Hopefully, you felt safe enough to write enough experiences.
Set the timer for 10 minutes.
Now that you have a rough sketch of experiences, on the other side of the sticky note, write any emotions you remember about the experiences. If you have difficulty identifying or naming emotions, try using the emotional wheel below while reading what you wrote on the sticky note and decide which emotion fits best.
Were you happy when it happened?
Was it a scary experience?
Did you laugh or cry?
Line up the sticky notes. Any order will do.
It might help to group them if you have a few with similar emotions like “brave” and “powerful.”
Then, write a brief customer profile for each experience or group created. A customer profile is a detailed description of the personality type, habits, and beliefs of a person likely to buy your product or service. This is a great tool you can use later for marketing. If considering what characteristics, environment, and behaviors of the person is too difficult, it might be easier to consider people you know who have had similar experiences. A great question is: “Who else would go through something like this?”
Reminder: Be careful when describing close friends and family. You are not doing a psychological analysis. Your goal is to focus on the buying habits that align with the experience you wrote about.
Here are a few examples:
- If you wrote about the birthing process and how you addressed any concerns, a first-time mom in her early 20s or 30s might share that experience and want to know more about your process.
- If you wrote about falling down gym bleachers in high school and everyone laughing at you so you became a comedian, an awkward teenager with two friends — one being their dog Brownie — living in the suburbs might have experienced something similar and want to know how to write great jokes.
That was a lot.
You relived some memories and exposed old and new emotions — some for the first time.
It’s time to reflect.
While looking at all the experiences you have collected, make any observations that look important. Which group of emotions aligns with the most experiences? Which experience is your favorite?
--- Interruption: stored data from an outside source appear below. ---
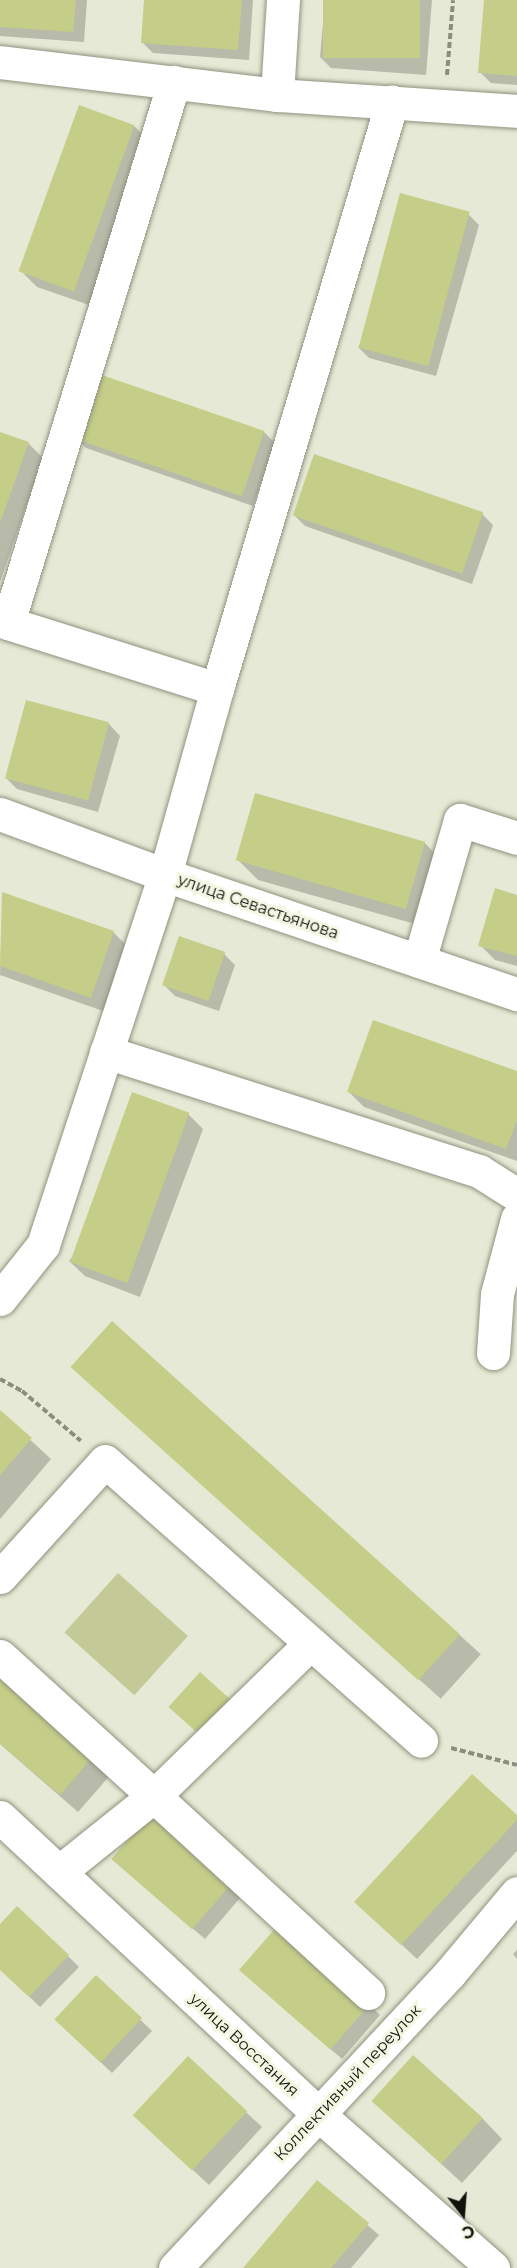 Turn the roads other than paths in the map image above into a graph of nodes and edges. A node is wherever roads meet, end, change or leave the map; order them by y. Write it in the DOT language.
graph roads {
  1 [pos="283,0"];
  2 [pos="0,62"];
  3 [pos="174,82"];
  4 [pos="277,95"];
  5 [pos="392,102"];
  6 [pos="517,111"];
  7 [pos="4,635"];
  8 [pos="217,689"];
  9 [pos="0,814"];
  10 [pos="517,838"];
  11 [pos="165,875"];
  12 [pos="419,961"];
  13 [pos="517,994"];
  14 [pos="106,1052"];
  15 [pos="517,1195"];
  16 [pos="517,1219"];
  17 [pos="0,1299"];
  18 [pos="493,1353"];
  19 [pos="0,1577"];
  20 [pos="311,1643"];
  21 [pos="0,1656"];
  22 [pos="421,1741"];
  23 [pos="154,1796"];
  24 [pos="0,1816"];
  25 [pos="59,1872"];
  26 [pos="517,1893"];
  27 [pos="368,1993"];
  28 [pos="318,2114"];
  29 [pos="175,2268"];
  30 [pos="493,2268"];
  1 -- 4 [label="street"];
  2 -- 3 [label="street"];
  3 -- 4 [label="street"];
  3 -- 7 [label="street"];
  4 -- 5 [label="street"];
  5 -- 6 [label="street"];
  5 -- 8 [label="street"];
  7 -- 8 [label="street"];
  8 -- 11 [label="street"];
  9 -- 11 [label="street, улица Севастьянова"];
  10 -- 12 [label="street"];
  11 -- 12 [label="street, улица Севастьянова"];
  11 -- 14 [label="street"];
  12 -- 13 [label="street, улица Севастьянова"];
  14 -- 15 [label="street"];
  14 -- 17 [label="street"];
  16 -- 18 [label="street"];
  19 -- 20 [label="street"];
  20 -- 22 [label="street"];
  20 -- 23 [label="street"];
  21 -- 23 [label="street"];
  23 -- 25 [label="street"];
  23 -- 27 [label="street"];
  24 -- 25 [label="street, улица Восстания"];
  25 -- 28 [label="street, улица Восстания"];
  26 -- 28 [label="street, Коллективный переулок"];
  28 -- 29 [label="street, Коллективный переулок"];
  28 -- 30 [label="street, улица Восстания"];
}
Look at your experiences and the people who connect with them. Are there any customer profiles that excite you? Is there one you strongly dislike? Did you list the same ‘type’ of person more than once? Over three times?
What do they need?
What can you say to them?
How can you serve them?
Your observations bring you closer to determining who your audience might be and the problem(s) they have that you can solve if there is one experience, profile, and emotion that attracts you most, GREAT! That is your audience.
Are there two? That is okay.
Take some time to discern what you like about both. It might even be helpful to do an empty chair scenario or elevator pitch where you pretend the client is in the room, and for 2 minutes, you tell them why you have the solution to their problem. If you feel more comfortable with one topic, that is your experience, and you are ready to meet your audience.
Your next step is to list products or services that provide a solution to the experience. Is there another way to address the experience if there is no solution? Build awareness? Create a support group.
If you try this activity, let me know which step you found most helpful.